Nesta Nova Jerusalém, o Senhor, a Nova Alma, ceia conosco em uma Mesa, do mesmo manjar. Cristo é Quem nos dá manjar espiritual, na expressão mais exata d’Ele mesmo, quando na Santa Ceia fala aos Seus discípulos com as seguintes palavras: “‘Tomai, comei, este é o meu Corpo“. “E tomando o cálice, dando graças, disse: Bebei todos. Porque isto é o meu Sangue, o Sangue da Nova e Eterna Aliança, que é derramado por muitos, para a remissão dos pecados.” (Mt 26:26, Mc 14:22 e em ICor 11:24).
Se imaginarmos a Santa Ceia em que Cristo presidiu à mesa, e se tivermos um pouco de percepção espiritual, nos será possível encontrar uma ação impressionante, pois o Pão que entregou aos Discípulos não era um pão comum: era a própria Luz que o Senhor entregava. Ele mesmo disse: “Isto é o meu Corpo” – isto é – a Luz Solar, a Luz do Espírito de Vida, a Água da Vida ou Árvore da Vida que estava plantada no Centro do Paraíso, mencionada no Livro do Gênesis e no Livro do Apocalipse. Logo, deve-se compreender que a Luz de Cristo foi derramada abundantemente sobre o pão do qual todos eram transformados pela aliança do Novo Testamento, a Luz das Alturas em que Cristo tem Sua Morada. Aqueles que se dirigem ao Adeptado devem, por ordem espiritual, quando comem, sentir a Presença, a imensa Luz que se derrama sobre eles. Na essência do pão e no suco dos frutos maduros, tomamos como alimento, o próprio Corpo de Deus que é Luz.

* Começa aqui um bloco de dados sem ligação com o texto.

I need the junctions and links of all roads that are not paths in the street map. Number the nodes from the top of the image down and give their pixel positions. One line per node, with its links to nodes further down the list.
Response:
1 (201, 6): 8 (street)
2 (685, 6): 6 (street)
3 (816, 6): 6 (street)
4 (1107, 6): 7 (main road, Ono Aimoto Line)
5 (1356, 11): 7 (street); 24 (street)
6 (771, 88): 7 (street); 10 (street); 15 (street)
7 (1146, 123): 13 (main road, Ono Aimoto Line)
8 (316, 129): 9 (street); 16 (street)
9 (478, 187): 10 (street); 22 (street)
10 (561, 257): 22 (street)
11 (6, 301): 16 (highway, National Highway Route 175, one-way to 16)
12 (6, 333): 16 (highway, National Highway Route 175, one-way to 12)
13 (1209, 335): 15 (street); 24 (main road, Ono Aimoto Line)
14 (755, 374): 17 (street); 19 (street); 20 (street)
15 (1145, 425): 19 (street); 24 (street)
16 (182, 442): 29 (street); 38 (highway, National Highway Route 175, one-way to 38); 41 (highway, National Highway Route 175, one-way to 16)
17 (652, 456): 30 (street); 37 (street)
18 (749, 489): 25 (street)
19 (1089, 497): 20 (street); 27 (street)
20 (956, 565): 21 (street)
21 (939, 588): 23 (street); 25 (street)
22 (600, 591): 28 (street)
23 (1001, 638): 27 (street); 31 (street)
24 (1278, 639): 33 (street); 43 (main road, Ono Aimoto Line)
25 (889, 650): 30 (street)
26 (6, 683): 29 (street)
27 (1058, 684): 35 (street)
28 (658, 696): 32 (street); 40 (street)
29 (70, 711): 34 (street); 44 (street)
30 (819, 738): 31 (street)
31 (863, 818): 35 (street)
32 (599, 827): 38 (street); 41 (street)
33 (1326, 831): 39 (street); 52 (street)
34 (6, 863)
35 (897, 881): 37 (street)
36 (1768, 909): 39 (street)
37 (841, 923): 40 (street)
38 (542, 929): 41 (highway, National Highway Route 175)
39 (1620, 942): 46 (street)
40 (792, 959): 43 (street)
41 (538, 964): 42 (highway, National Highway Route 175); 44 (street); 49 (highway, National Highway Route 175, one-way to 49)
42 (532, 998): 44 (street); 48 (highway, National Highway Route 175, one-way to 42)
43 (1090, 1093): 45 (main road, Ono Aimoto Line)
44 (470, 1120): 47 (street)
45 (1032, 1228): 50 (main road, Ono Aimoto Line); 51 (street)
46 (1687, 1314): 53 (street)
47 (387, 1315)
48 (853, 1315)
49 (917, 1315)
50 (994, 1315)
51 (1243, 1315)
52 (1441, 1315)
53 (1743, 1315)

No Apocalipse lemos: “Eu sou o Alfa e o Ômega, o princípio e o fim, o primeiro e o derradeiro” (Ap 22:13). Uma ligeira análise das palavras acima nos mostra a finalidade de Cristo e de todos que estão e estarão aptos a viverem na Nova Jerusalém, que desce do Infinito, e na qual Cristo habita juntamente com a Humanidade. Se configurarmos as palavras “Alfa e Ômega”, entrelaçadas, formando um círculo, isto é, se sobre a letra Alfa, “A”, colocarmos a última letra do alfabeto grego, Ômega (Ω), praticamente não saberemos onde começa nem onde terminam “A” ou “Ω”. Deus não tem começo e nem fim. O Alfa está no Ômega, e vice-versa. Partindo dessas explicações podemos, agora, estudando o capítulo 14, versículo 1 do Livro do Apocalipse, aprendemos que: “E olhei, e eis que estava o Cordeiro sobre o Monte Sião e com Ele 144.000 que em suas testas tinham o nome d’Ele e de seu Pai“. No versículo 2 aprendemos que: “Ouvi uma voz de muitas águas, como voz de trovão; também a voz que ouvi era como de harpistas quando tangem as harpas“. O que nos surpreende nesses versículos, e aliás em todo o Livro, é a sua construção e a clareza de seus dizeres místicos. Nos últimos dois versículos está explicado que o Pai, o Filho, a Humanidade e o Universo em seu movimento (Atividade), o Espírito Santo, formam, em conjunto, uma grande sonoridade. A Humanidade é representada pelo número 144.000 que, cabalisticamente, simboliza a Humanidade. O nome em hebraico é ADM ou ADAM: Aleph é o número 1; Daleth é número 4; Mem o número 40. ADAM, portanto, é igual ao número 144; adicionando-se os três algarismos, teremos o número nove. Os três zeros finais querem significar que a Humanidade já passou por três grandes Período de desenvolvimento: Saturno, Solar e Lunar, tendo entrado para o quarto grande Período denominado Terrestre. Nos versículos acima, representa-se uma Humanidade redimida, perfeita, pois todos trazem em suas testas o Sinal do Pai, do Filho e do Espírito Santo.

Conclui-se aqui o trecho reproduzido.